Updated

A former firefighter turned arsonist who admitted to setting more than 30 fires in the summers of 2006 and 2007 in El Dorado and Amador Counties, including two on federal land, will spend the next five years in prison.

Benjamin Cunha, 33, of Placerville, who was sentenced Tuesday, also will pay $246,862 in restitution to Cal Fire.

In his plea agreement finalized Oct. 6 with the U.S. Attorney, Cunha admitted to setting one of the two fires he started on federal land, specifically the July 6, 2007 fire, which burned 80 acres of federal property.

Prosecutors requested the judge sentence Cunha to 7.5 years behind bars, because he acknowledged that he is a serial arsonist and “there is a high need to protect the community from Cunha.”

“As he admitted in his plea agreement, this defendant set a multitude of fires with a callous disregard for the danger to life and property that he was inflicting,” U.S. Attorney Benjamin Wagner said in a statement.

Cunha started the fires, court records show, because he was bored, he wanted to boost his overtime pay with the fire department, and he sought to impress his peers.

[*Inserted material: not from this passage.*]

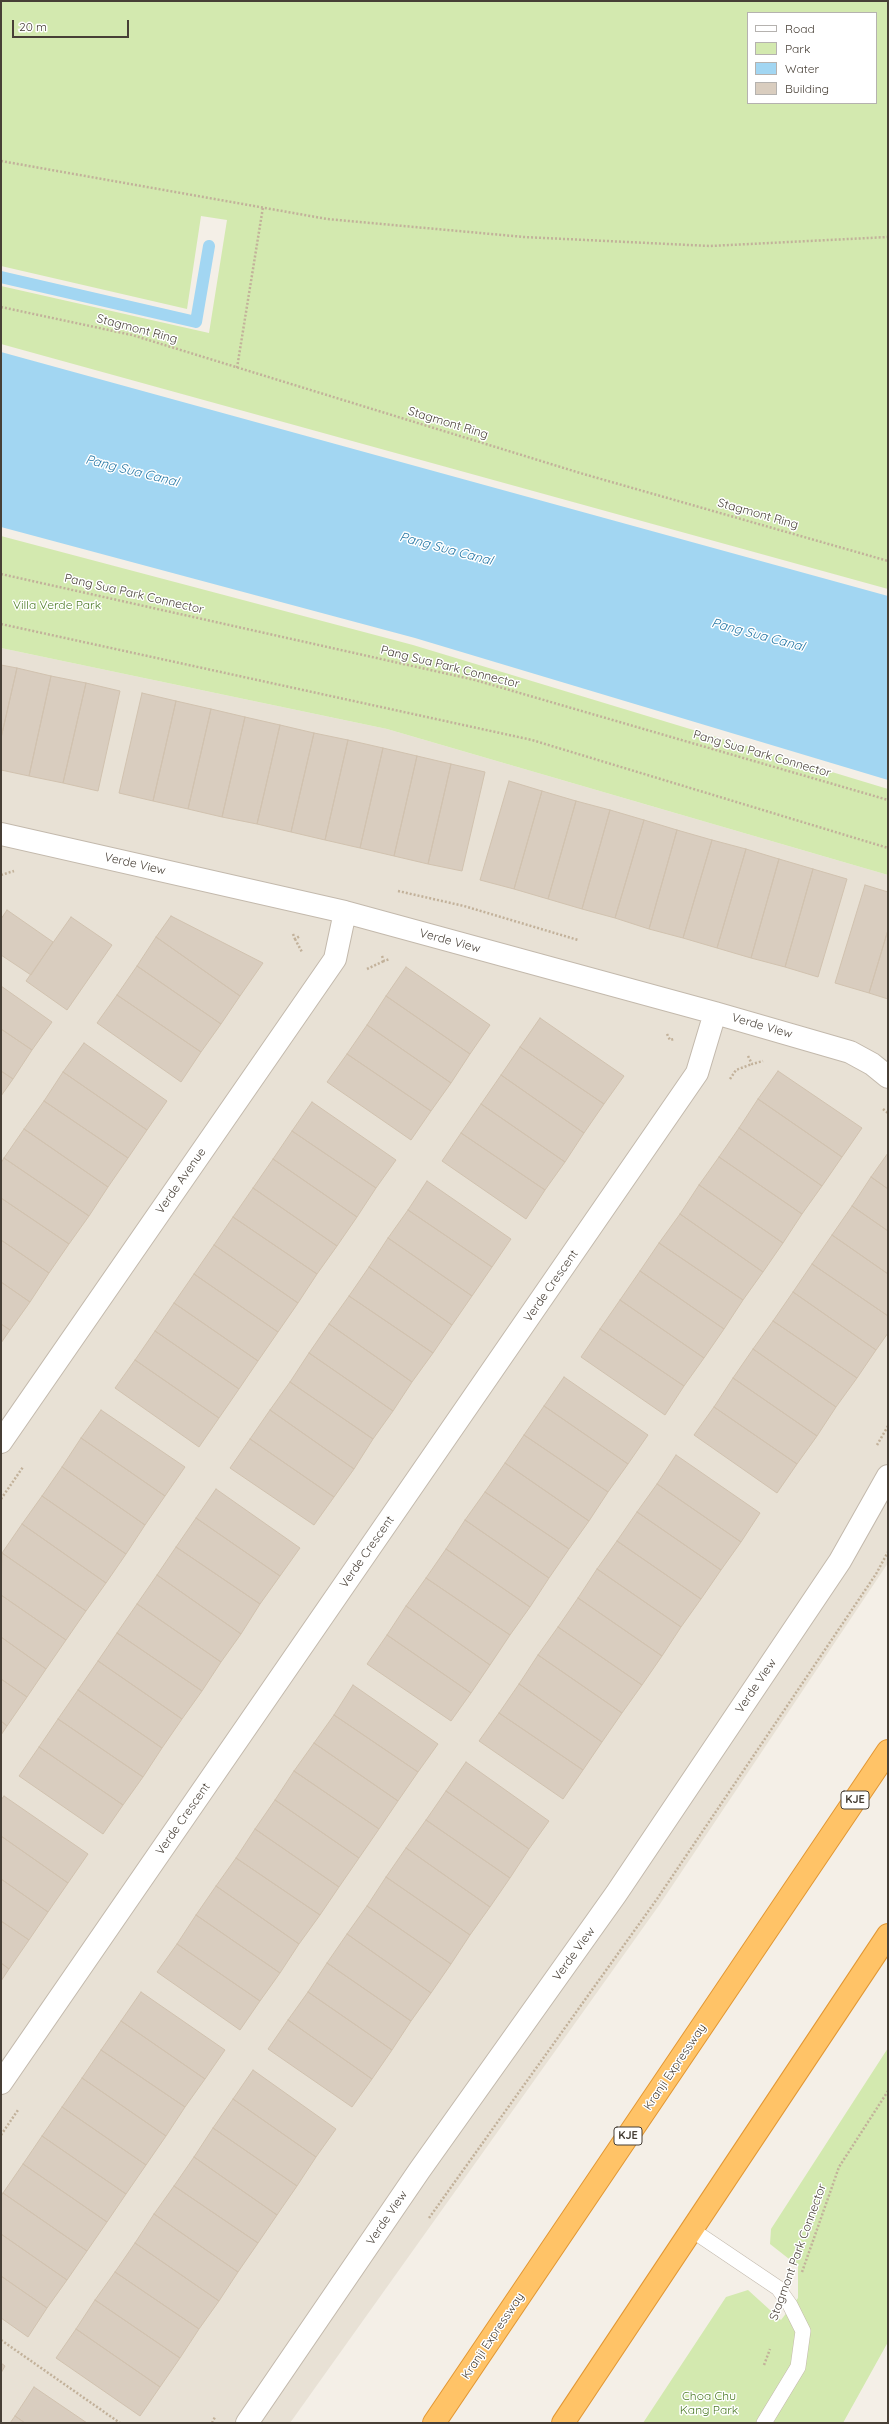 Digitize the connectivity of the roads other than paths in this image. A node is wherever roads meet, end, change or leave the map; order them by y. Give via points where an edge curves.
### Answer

“Cunha had no consideration for CAL FIRE fighters’ safety when he set the fires, placing them in grave danger during the fire suppression efforts,” FBI Special Agent in Charge Jill Snyder said in a statement.

The Bureau of Alcohol, Tobacco, Firearms and Explosives, and CAL FIRE assisted in the investigation while Assistant United States Attorneys William S. Wong and Audrey B. Hemesath prosecuted the case.

In a separate action, Cunha was sentenced by the state of California for the fires he set in El Dorado County. As part of his plea agreement, he admitted to the details of the 30 fires he set. He had disclosed to local law enforcement that because of his firefighter experience, he was able to build a time delay device to create “fires big enough that significant fire-fighting resources would be required to extinguish the fires.”

Cunha was allowed leave the jail facility daily for work. He also was sentenced to 72 months of probation, which included GPS monitoring during the fire season through the summer of 2012.

He might have escaped without federal charges, but in July and August of 2013, there were two new fires in the El Dorado and Amador areas, which appeared to be the work of an arsonist.

“Law enforcement determined that at least one of the fires was started using a time-delay incendiary device similar to the time-delay incendiary devices Cunha had admitted to using in the 2007-2008 series of El Dorado/Amador county fires,” court records said.

Cunha was a primary suspect in the 2013 fires, but as part of the agreement will not be charged with setting them.